Required action
What is needed here is an exact transcription of all the entries.

START Exercise input

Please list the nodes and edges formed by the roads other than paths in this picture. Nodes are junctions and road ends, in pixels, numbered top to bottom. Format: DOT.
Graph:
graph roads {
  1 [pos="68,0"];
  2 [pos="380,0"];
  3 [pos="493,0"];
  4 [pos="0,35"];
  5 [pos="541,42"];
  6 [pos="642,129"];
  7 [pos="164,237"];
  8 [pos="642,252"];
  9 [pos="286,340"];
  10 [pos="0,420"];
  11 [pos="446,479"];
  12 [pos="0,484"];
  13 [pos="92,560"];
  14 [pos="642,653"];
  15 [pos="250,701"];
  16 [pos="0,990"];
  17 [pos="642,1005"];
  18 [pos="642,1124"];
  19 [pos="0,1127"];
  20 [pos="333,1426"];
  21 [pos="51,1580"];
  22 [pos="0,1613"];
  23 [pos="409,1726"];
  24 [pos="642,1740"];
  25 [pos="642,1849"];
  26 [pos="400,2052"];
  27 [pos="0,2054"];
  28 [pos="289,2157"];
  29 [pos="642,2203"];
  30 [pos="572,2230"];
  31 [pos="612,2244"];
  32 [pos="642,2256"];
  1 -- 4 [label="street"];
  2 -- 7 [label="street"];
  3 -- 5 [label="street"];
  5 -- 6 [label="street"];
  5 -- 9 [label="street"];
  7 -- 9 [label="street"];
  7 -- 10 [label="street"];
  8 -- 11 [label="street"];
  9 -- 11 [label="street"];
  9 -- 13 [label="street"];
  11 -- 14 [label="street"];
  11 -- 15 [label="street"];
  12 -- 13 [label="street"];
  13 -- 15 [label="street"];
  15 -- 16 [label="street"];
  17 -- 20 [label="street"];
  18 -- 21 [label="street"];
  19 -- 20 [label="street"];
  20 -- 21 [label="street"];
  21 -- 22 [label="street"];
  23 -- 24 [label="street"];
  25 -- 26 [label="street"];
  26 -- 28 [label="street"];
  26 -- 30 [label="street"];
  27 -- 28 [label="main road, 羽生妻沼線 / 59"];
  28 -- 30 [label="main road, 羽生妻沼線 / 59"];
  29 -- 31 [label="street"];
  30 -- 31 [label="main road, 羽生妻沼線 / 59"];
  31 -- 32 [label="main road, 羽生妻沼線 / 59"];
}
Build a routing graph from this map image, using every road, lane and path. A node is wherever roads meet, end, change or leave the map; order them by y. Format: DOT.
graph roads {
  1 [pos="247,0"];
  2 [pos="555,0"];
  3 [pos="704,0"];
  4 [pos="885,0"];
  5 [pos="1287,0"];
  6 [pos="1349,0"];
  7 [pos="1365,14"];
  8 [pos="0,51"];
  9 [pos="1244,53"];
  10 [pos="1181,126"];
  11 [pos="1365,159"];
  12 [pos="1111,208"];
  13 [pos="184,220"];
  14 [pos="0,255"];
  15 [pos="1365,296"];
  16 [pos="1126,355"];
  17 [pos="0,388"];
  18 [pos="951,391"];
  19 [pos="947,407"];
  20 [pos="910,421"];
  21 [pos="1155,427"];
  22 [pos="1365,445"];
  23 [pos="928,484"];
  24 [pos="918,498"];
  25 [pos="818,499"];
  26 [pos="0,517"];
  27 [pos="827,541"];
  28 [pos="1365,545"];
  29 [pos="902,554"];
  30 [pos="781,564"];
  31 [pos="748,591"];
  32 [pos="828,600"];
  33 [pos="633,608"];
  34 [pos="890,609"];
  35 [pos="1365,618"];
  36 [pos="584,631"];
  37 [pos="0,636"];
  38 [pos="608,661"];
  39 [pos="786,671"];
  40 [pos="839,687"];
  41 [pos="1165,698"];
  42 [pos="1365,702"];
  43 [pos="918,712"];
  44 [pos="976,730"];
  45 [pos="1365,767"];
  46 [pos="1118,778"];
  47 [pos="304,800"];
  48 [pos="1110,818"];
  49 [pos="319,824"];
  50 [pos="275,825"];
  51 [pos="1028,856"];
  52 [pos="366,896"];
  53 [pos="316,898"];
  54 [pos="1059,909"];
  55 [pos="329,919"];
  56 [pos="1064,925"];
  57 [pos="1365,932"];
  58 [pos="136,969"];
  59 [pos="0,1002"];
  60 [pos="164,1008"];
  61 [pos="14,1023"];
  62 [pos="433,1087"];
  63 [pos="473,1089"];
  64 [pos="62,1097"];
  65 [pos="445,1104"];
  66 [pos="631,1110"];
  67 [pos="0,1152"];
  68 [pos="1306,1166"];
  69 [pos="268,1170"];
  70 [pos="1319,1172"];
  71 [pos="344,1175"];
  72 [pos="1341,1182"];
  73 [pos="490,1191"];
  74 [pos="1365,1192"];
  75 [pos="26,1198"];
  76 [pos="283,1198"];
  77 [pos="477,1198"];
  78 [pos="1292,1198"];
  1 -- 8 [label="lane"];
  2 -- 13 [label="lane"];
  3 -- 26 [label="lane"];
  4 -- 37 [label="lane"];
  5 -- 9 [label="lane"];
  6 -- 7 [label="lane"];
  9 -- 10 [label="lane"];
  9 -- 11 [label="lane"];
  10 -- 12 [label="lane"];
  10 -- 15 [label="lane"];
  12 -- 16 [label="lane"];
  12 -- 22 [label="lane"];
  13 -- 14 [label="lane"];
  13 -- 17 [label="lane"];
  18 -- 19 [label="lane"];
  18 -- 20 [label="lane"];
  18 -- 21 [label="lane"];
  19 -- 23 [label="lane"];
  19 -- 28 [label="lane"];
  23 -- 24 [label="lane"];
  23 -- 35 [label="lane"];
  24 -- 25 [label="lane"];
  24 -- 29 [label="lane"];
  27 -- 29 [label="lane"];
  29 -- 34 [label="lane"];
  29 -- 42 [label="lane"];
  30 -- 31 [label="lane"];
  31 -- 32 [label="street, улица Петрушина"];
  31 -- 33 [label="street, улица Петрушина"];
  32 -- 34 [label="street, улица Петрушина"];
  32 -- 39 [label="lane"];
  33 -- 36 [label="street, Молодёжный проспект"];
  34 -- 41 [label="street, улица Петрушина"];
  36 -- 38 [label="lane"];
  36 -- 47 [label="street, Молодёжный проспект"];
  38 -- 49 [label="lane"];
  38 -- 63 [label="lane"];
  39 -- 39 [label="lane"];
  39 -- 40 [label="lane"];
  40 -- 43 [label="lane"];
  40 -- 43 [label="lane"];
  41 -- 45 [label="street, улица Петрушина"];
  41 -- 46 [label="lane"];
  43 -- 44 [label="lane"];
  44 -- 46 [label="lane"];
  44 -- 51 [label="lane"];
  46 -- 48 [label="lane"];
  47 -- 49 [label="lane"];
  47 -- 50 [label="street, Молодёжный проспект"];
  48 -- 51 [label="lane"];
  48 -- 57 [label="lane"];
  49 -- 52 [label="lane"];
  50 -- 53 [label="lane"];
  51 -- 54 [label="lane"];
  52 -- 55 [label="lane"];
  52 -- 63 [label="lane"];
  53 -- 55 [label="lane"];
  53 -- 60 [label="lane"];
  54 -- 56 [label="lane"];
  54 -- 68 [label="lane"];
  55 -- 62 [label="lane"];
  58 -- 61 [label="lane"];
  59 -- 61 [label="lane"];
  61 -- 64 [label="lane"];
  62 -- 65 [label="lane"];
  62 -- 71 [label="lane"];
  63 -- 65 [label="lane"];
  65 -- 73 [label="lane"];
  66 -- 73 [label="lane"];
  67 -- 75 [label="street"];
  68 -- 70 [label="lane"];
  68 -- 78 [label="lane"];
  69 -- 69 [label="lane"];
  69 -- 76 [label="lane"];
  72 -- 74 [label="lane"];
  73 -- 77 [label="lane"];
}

END Exercise input

Output below
Please list the nodes and edges formed by the roads other than paths in this picture. Nodes are junctions and road ends, in pixels, numbered top to bottom. Format: DOT.
Graph:
graph roads {
  1 [pos="68,0"];
  2 [pos="380,0"];
  3 [pos="493,0"];
  4 [pos="0,35"];
  5 [pos="541,42"];
  6 [pos="642,129"];
  7 [pos="164,237"];
  8 [pos="642,252"];
  9 [pos="286,340"];
  10 [pos="0,420"];
  11 [pos="446,479"];
  12 [pos="0,484"];
  13 [pos="92,560"];
  14 [pos="642,653"];
  15 [pos="250,701"];
  16 [pos="0,990"];
  17 [pos="642,1005"];
  18 [pos="642,1124"];
  19 [pos="0,1127"];
  20 [pos="333,1426"];
  21 [pos="51,1580"];
  22 [pos="0,1613"];
  23 [pos="409,1726"];
  24 [pos="642,1740"];
  25 [pos="642,1849"];
  26 [pos="400,2052"];
  27 [pos="0,2054"];
  28 [pos="289,2157"];
  29 [pos="642,2203"];
  30 [pos="572,2230"];
  31 [pos="612,2244"];
  32 [pos="642,2256"];
  1 -- 4 [label="street"];
  2 -- 7 [label="street"];
  3 -- 5 [label="street"];
  5 -- 6 [label="street"];
  5 -- 9 [label="street"];
  7 -- 9 [label="street"];
  7 -- 10 [label="street"];
  8 -- 11 [label="street"];
  9 -- 11 [label="street"];
  9 -- 13 [label="street"];
  11 -- 14 [label="street"];
  11 -- 15 [label="street"];
  12 -- 13 [label="street"];
  13 -- 15 [label="street"];
  15 -- 16 [label="street"];
  17 -- 20 [label="street"];
  18 -- 21 [label="street"];
  19 -- 20 [label="street"];
  20 -- 21 [label="street"];
  21 -- 22 [label="street"];
  23 -- 24 [label="street"];
  25 -- 26 [label="street"];
  26 -- 28 [label="street"];
  26 -- 30 [label="street"];
  27 -- 28 [label="main road, 羽生妻沼線 / 59"];
  28 -- 30 [label="main road, 羽生妻沼線 / 59"];
  29 -- 31 [label="street"];
  30 -- 31 [label="main road, 羽生妻沼線 / 59"];
  31 -- 32 [label="main road, 羽生妻沼線 / 59"];
}
Build a routing graph from this map image, using every road, lane and path. A node is wherever roads meet, end, change or leave the map; order them by y. Format: DOT.
graph roads {
  1 [pos="247,0"];
  2 [pos="555,0"];
  3 [pos="704,0"];
  4 [pos="885,0"];
  5 [pos="1287,0"];
  6 [pos="1349,0"];
  7 [pos="1365,14"];
  8 [pos="0,51"];
  9 [pos="1244,53"];
  10 [pos="1181,126"];
  11 [pos="1365,159"];
  12 [pos="1111,208"];
  13 [pos="184,220"];
  14 [pos="0,255"];
  15 [pos="1365,296"];
  16 [pos="1126,355"];
  17 [pos="0,388"];
  18 [pos="951,391"];
  19 [pos="947,407"];
  20 [pos="910,421"];
  21 [pos="1155,427"];
  22 [pos="1365,445"];
  23 [pos="928,484"];
  24 [pos="918,498"];
  25 [pos="818,499"];
  26 [pos="0,517"];
  27 [pos="827,541"];
  28 [pos="1365,545"];
  29 [pos="902,554"];
  30 [pos="781,564"];
  31 [pos="748,591"];
  32 [pos="828,600"];
  33 [pos="633,608"];
  34 [pos="890,609"];
  35 [pos="1365,618"];
  36 [pos="584,631"];
  37 [pos="0,636"];
  38 [pos="608,661"];
  39 [pos="786,671"];
  40 [pos="839,687"];
  41 [pos="1165,698"];
  42 [pos="1365,702"];
  43 [pos="918,712"];
  44 [pos="976,730"];
  45 [pos="1365,767"];
  46 [pos="1118,778"];
  47 [pos="304,800"];
  48 [pos="1110,818"];
  49 [pos="319,824"];
  50 [pos="275,825"];
  51 [pos="1028,856"];
  52 [pos="366,896"];
  53 [pos="316,898"];
  54 [pos="1059,909"];
  55 [pos="329,919"];
  56 [pos="1064,925"];
  57 [pos="1365,932"];
  58 [pos="136,969"];
  59 [pos="0,1002"];
  60 [pos="164,1008"];
  61 [pos="14,1023"];
  62 [pos="433,1087"];
  63 [pos="473,1089"];
  64 [pos="62,1097"];
  65 [pos="445,1104"];
  66 [pos="631,1110"];
  67 [pos="0,1152"];
  68 [pos="1306,1166"];
  69 [pos="268,1170"];
  70 [pos="1319,1172"];
  71 [pos="344,1175"];
  72 [pos="1341,1182"];
  73 [pos="490,1191"];
  74 [pos="1365,1192"];
  75 [pos="26,1198"];
  76 [pos="283,1198"];
  77 [pos="477,1198"];
  78 [pos="1292,1198"];
  1 -- 8 [label="lane"];
  2 -- 13 [label="lane"];
  3 -- 26 [label="lane"];
  4 -- 37 [label="lane"];
  5 -- 9 [label="lane"];
  6 -- 7 [label="lane"];
  9 -- 10 [label="lane"];
  9 -- 11 [label="lane"];
  10 -- 12 [label="lane"];
  10 -- 15 [label="lane"];
  12 -- 16 [label="lane"];
  12 -- 22 [label="lane"];
  13 -- 14 [label="lane"];
  13 -- 17 [label="lane"];
  18 -- 19 [label="lane"];
  18 -- 20 [label="lane"];
  18 -- 21 [label="lane"];
  19 -- 23 [label="lane"];
  19 -- 28 [label="lane"];
  23 -- 24 [label="lane"];
  23 -- 35 [label="lane"];
  24 -- 25 [label="lane"];
  24 -- 29 [label="lane"];
  27 -- 29 [label="lane"];
  29 -- 34 [label="lane"];
  29 -- 42 [label="lane"];
  30 -- 31 [label="lane"];
  31 -- 32 [label="street, улица Петрушина"];
  31 -- 33 [label="street, улица Петрушина"];
  32 -- 34 [label="street, улица Петрушина"];
  32 -- 39 [label="lane"];
  33 -- 36 [label="street, Молодёжный проспект"];
  34 -- 41 [label="street, улица Петрушина"];
  36 -- 38 [label="lane"];
  36 -- 47 [label="street, Молодёжный проспект"];
  38 -- 49 [label="lane"];
  38 -- 63 [label="lane"];
  39 -- 39 [label="lane"];
  39 -- 40 [label="lane"];
  40 -- 43 [label="lane"];
  40 -- 43 [label="lane"];
  41 -- 45 [label="street, улица Петрушина"];
  41 -- 46 [label="lane"];
  43 -- 44 [label="lane"];
  44 -- 46 [label="lane"];
  44 -- 51 [label="lane"];
  46 -- 48 [label="lane"];
  47 -- 49 [label="lane"];
  47 -- 50 [label="street, Молодёжный проспект"];
  48 -- 51 [label="lane"];
  48 -- 57 [label="lane"];
  49 -- 52 [label="lane"];
  50 -- 53 [label="lane"];
  51 -- 54 [label="lane"];
  52 -- 55 [label="lane"];
  52 -- 63 [label="lane"];
  53 -- 55 [label="lane"];
  53 -- 60 [label="lane"];
  54 -- 56 [label="lane"];
  54 -- 68 [label="lane"];
  55 -- 62 [label="lane"];
  58 -- 61 [label="lane"];
  59 -- 61 [label="lane"];
  61 -- 64 [label="lane"];
  62 -- 65 [label="lane"];
  62 -- 71 [label="lane"];
  63 -- 65 [label="lane"];
  65 -- 73 [label="lane"];
  66 -- 73 [label="lane"];
  67 -- 75 [label="street"];
  68 -- 70 [label="lane"];
  68 -- 78 [label="lane"];
  69 -- 69 [label="lane"];
  69 -- 76 [label="lane"];
  72 -- 74 [label="lane"];
  73 -- 77 [label="lane"];
}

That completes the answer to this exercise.